Multiple Manorhaven residents said they were concerned about the continued construction of a property at 59 Orchard Beach Blvd. during the village’s Board of Trustees meeting Wednesday night, asking the village to explain why the stop work order was lifted and the legality of the ongoing construction.
The owners of 59 Orchard Beach Blvd. requested three variances: to build on 45.02% of the property when a maximum of 35% is permitted, to have the eaves extend 42 inches into the side yards when only 24 inches is permitted, and to instate an open side entry stair leading to the second floor on both the left and right side of the building while the code does not allow side entries to the second floor.
The applicant amended its proposal on Jan. 30, 2022, no longer requesting the variances for the eaves and the side entries. They also adjusted the building area variance, requesting a diminished area of 43.4% of the property to build on.
The variance was denied by the Board of Zoning Appeals in April 2022 as it was determined to be substantial and have a detrimental impact on other properties.
Barbara Thermos, a resident of Manorhaven, said the applicant had 30 days to contest the decision made by the Board of Zoning Appeals. The board had 61 days to prepare a written decision if needed.
She said the applicant did not file a lawsuit and the board prepared the written decision. The then incoming administration told the deputy clerk not to file the written decision, according to Thermos.
Seven months later, Thermos said the former village attorney signed an agreement and stipulation with the property owners on Nov. 28, 2022. She said the owners should have been fined for ”its many violations of building and flood toll regulations.”
Thermos asked why the agreement and stipulation were necessary if there was no lawsuit contesting the Board of Zoning Appeal’s decision.
Ken Kraft, a former Manorhaven trustee, said that while he is not against the building being established in the village, the concern is with the confusion of the stop work order and the continuation of the construction in recent months.
Kraft said that the property has been an ongoing issue for years as the original site plans did not seem to match up with the final plans.
Ed Mayourian, one of the owners of 59 Orchard Beach Blvd., asserted that permits were issued for the property’s construction and nothing was changed when the building was built. He said the building is finished and it meets the village’s code.

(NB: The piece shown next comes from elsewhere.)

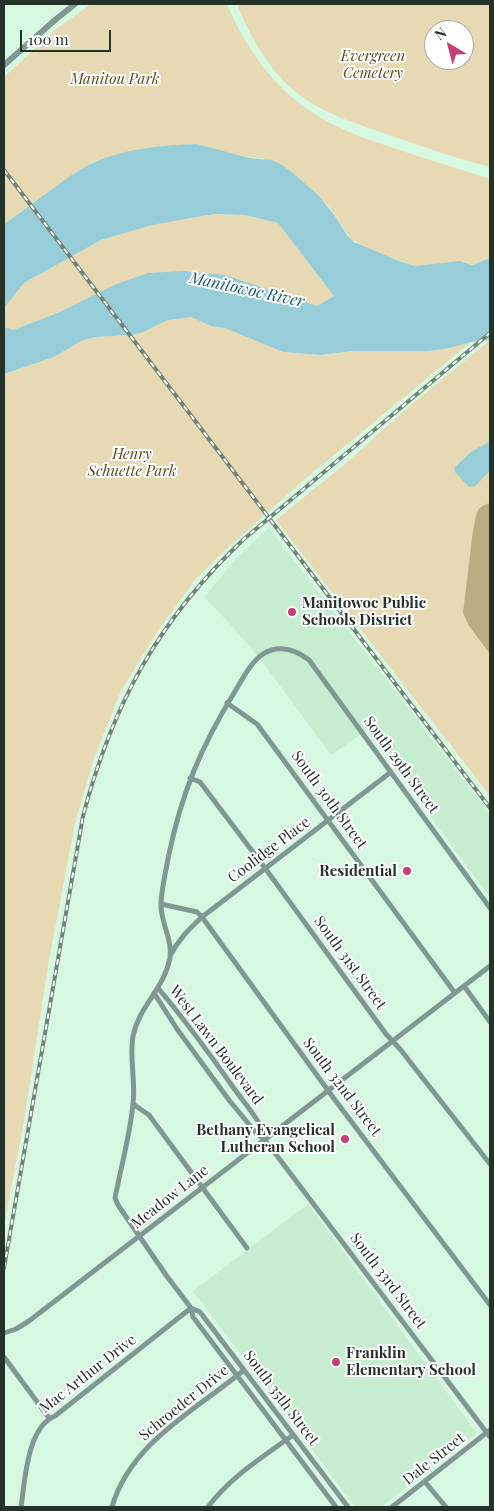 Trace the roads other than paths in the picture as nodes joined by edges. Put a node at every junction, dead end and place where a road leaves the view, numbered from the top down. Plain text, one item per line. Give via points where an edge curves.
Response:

“Everything we did was legal,” Mayourian said.
The village attorney Kenneth Gray said that a stipulation and settlement executed by the former village attorney and the owners off the LLC of the property that lifted the stop work order and allowed construction to proceed based on the interpretation of the code was in effect when they filed their building permits.
Since he was appointed village attorney at that same meeting, he said he was not able to research the stipulation nor the code and its changes in relation to the stipulation. He was unable to respond to many comments made by members of the public as he was still familiarizing himself with the case.
He said he did not see the mayor’s or board members’ signatures on the documents lifting the stop work order.
The Board of Trustees voted to accept an Aug. 17 proposal from Cameron Engineering to assist the Building Department in the construction observation and permit review of 59 Orchard Beach Blvd.
“Whatever happened before this administration has nothing to do with now, with what is happening now,” Trustee Khristine Shahipour said.
Mayor John Popeleski said the reason for this is to have Cameron Engineering review everything to ensure the construction is aligned with the prior agreement. He said this will “stop all the nonsense of the back and forth” in ensuring that the site plan is within the agreement.
“This has been going on too long,” Popeleski said. “I’d like to see that property finished and it will look nice in the village.”
Trustee Jeffrey Stone said that he agrees the project needs to move forward, calling the site an “Area 59.” He said he is pleased with Cameron Engineering reviewing the site to ensure it is within the code and satisfies FEMA and DEC requirements.
“It needs to be put to rest, but it needs to be put to rest correctly,” Stone said.
At the meeting Wednesday night, Popeleski also declared an emergency in the village to address the deterioration of a retaining wall at the end of Kirkwood Road in the village.
The mayor said the retaining wall was buckling at the base due to rot, which he said posed a “serious hazard.”
The mayor declared two executive orders for the issue: one identifying the emergency and another to fix the deteriorating retaining wall.
The mayor executed an agreement with Maura Services, LLC to repair the retaining wall, which cost $24,000. Popeleski said the new retaining wall has already been established.
“The contractor did a really, really nice job,” Popeleski said. “I’m really pleased with it.”
The Board of Trustees voted on a motion Wednesday night that authorized the proposal to fix the retaining wall.
The executive order declaring the emergency was declared on Aug. 16 and the executive order to repair the wall was signed the same day.
The board also unanimously voted to establish the law firm of Bee Ready Fishbein Hatter & Donovan, LLP as the general village attorney.
The appointment of the law firm comes after the Board of Trustees disputed the prior appointment of Harris Beach PLLC that was made by the mayor, which led to three trustees walking out in the middle of the meeting. After the meeting, Harris Beach rescinded its contract with the village, which the mayor attributed to the dispute among board members.
The Manorhaven Board of Trustees will convene again for a work session at 6 p.m. on Sept. 6.